About this exercise —
When the word "ring" shows up in a line of the data below, copy that whole line.

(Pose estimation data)
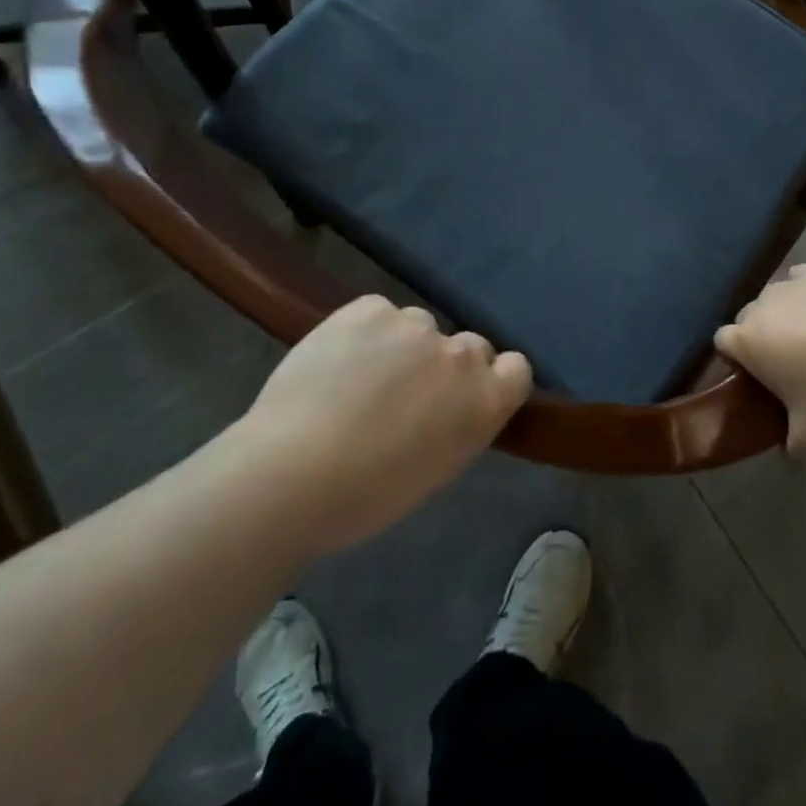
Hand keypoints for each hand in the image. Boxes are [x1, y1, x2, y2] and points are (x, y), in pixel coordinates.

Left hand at [239, 295, 531, 547]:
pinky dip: (363, 332)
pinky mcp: (370, 308)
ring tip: (357, 380)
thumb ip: (457, 424)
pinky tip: (335, 362)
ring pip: (418, 327)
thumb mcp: (434, 469)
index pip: (516, 368)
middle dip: (444, 365)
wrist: (288, 475)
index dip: (492, 379)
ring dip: (401, 347)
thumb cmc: (364, 497)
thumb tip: (447, 406)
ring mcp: (415, 325)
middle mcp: (461, 355)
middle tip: (403, 395)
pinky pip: (378, 313)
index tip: (462, 398)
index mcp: (484, 401)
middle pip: (468, 346)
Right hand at [718, 265, 805, 455]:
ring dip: (786, 315)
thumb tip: (790, 452)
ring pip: (776, 298)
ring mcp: (791, 283)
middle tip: (789, 364)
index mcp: (747, 341)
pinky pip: (802, 280)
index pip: (722, 342)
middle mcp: (761, 304)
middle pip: (748, 318)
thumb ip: (792, 447)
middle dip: (761, 336)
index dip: (737, 359)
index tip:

Response below —
ring tip: (357, 380)
ring pip: (418, 327)
ring dip: (401, 347)
ring mcp: (415, 325)
ring dip: (786, 315)
ring pip: (776, 298)
ring mcp: (791, 283)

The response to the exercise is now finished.